Exercise directions: Going through the entries below, copy out each line that contains "edges".

Segment Open

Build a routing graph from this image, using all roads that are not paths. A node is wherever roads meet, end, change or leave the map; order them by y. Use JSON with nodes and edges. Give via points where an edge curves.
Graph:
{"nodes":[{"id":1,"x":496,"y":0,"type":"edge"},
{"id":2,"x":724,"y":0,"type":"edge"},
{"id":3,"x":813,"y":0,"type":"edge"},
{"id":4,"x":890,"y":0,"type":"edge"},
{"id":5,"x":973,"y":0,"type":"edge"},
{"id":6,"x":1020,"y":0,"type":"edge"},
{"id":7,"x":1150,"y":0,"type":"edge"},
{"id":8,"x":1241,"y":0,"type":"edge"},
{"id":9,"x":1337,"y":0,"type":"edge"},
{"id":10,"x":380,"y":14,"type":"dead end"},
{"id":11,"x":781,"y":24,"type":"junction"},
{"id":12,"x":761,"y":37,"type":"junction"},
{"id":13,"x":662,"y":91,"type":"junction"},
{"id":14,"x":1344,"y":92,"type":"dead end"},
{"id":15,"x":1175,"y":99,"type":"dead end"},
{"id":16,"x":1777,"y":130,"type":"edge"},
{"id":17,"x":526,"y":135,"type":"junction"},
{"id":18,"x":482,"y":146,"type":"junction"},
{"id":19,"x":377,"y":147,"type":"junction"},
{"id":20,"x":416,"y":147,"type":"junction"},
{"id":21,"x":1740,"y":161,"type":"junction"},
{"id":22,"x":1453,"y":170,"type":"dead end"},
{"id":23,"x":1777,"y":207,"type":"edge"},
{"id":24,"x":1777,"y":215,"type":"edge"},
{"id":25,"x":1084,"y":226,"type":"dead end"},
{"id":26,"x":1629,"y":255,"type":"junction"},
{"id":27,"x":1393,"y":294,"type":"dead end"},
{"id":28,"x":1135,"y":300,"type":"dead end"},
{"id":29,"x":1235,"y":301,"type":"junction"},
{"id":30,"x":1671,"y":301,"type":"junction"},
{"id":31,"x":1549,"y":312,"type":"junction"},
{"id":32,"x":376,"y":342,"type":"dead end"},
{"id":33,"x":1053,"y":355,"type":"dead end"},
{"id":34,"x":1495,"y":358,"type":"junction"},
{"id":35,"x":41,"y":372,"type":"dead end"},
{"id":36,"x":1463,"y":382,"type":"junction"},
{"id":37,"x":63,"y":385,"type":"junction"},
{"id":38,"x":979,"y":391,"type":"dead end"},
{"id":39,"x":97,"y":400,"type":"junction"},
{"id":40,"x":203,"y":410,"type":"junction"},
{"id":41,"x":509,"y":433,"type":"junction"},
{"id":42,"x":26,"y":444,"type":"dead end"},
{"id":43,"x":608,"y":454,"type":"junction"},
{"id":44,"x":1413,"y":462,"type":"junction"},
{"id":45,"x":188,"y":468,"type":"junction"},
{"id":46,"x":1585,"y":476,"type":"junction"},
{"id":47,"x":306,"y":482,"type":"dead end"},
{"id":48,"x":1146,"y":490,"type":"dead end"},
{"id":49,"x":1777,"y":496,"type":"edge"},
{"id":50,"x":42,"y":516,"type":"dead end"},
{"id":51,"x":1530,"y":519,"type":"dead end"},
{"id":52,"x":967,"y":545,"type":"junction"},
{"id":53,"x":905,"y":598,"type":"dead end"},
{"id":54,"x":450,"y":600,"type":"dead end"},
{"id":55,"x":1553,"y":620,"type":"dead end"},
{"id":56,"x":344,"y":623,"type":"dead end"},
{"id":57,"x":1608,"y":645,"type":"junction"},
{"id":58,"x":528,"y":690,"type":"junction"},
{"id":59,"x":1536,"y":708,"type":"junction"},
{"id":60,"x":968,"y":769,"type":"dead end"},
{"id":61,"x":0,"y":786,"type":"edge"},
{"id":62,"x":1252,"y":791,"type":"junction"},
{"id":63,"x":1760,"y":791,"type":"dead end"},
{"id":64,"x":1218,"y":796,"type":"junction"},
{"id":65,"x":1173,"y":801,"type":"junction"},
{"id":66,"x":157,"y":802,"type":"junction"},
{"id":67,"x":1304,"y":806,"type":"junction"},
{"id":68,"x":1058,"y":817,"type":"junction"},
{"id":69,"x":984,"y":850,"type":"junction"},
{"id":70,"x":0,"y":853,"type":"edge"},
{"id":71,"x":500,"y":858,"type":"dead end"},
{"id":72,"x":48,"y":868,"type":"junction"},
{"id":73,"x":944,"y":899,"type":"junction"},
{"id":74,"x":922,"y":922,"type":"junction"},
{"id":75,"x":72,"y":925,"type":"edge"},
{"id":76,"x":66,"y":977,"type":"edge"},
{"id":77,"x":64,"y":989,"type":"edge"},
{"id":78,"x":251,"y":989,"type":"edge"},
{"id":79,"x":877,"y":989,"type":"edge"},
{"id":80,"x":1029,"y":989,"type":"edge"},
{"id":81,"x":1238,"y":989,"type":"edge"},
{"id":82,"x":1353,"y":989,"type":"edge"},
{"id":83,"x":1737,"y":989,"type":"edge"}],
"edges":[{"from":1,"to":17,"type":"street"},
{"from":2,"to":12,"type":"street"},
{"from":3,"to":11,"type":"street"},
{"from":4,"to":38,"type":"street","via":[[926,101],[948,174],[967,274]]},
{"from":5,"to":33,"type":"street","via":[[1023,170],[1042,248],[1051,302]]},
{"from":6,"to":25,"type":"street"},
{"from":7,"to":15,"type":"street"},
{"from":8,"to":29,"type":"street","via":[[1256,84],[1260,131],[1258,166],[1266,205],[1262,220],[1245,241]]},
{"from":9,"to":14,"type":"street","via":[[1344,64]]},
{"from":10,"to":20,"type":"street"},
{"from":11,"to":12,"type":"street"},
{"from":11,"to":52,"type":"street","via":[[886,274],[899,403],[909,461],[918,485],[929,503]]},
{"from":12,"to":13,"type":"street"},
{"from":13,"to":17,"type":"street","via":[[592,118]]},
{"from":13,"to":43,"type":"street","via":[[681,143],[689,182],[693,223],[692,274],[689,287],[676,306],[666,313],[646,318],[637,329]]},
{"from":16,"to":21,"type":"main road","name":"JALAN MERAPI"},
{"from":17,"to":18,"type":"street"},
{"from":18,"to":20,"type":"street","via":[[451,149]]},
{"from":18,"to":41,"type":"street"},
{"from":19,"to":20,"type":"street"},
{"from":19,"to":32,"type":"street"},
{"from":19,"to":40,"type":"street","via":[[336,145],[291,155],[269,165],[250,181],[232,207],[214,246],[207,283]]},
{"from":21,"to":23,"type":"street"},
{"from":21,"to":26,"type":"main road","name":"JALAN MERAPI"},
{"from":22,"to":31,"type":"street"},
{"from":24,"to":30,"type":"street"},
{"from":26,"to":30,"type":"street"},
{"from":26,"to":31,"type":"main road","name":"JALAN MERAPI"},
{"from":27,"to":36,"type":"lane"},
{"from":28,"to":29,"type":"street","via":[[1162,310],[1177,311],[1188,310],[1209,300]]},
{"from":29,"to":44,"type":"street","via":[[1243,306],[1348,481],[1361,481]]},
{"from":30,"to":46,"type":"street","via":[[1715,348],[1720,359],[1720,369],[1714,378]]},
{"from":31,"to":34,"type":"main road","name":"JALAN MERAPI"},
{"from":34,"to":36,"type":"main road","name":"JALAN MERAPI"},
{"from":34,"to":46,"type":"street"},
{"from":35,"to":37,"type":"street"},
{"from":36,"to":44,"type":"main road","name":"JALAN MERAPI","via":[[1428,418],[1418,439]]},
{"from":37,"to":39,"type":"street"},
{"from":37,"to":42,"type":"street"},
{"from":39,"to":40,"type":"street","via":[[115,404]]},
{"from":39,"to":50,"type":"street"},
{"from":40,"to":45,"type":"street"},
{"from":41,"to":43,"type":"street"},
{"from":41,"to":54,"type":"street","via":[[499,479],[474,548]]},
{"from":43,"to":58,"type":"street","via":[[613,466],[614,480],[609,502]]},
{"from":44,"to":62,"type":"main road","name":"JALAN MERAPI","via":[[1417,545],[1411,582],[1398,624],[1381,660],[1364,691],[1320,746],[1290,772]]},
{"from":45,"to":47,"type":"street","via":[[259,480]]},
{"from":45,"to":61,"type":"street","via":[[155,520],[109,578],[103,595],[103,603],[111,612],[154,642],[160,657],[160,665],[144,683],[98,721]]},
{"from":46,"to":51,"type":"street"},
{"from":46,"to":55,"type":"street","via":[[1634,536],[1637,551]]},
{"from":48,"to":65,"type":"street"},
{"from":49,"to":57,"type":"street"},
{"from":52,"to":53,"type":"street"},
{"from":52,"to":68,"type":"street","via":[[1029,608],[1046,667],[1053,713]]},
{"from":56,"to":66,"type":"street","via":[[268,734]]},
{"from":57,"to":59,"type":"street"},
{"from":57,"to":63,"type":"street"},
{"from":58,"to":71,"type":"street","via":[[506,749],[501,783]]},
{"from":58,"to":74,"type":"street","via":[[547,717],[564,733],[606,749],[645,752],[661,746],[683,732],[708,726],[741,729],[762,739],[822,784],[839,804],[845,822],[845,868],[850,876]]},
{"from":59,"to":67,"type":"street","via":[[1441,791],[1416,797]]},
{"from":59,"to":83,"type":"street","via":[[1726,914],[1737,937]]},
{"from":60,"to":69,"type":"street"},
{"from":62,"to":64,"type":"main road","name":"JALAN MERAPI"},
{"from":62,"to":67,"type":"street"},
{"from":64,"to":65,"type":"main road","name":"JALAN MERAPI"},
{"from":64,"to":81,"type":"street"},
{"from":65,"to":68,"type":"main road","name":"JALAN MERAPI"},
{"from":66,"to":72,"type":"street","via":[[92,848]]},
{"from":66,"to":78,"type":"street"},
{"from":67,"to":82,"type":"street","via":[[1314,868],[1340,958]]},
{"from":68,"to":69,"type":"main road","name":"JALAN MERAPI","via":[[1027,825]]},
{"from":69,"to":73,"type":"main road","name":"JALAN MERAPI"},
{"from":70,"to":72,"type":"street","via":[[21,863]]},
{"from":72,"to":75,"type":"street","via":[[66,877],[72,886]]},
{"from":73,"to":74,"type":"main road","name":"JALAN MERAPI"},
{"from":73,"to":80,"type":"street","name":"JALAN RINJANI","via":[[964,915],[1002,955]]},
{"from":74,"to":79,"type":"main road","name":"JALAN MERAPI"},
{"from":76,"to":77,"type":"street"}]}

Segment Closed

Reply:
Build a routing graph from this image, using all roads that are not paths. A node is wherever roads meet, end, change or leave the map; order them by y. Use JSON with nodes and edges. Give via points where an edge curves.
"edges":[{"from":1,"to":17,"type":"street"},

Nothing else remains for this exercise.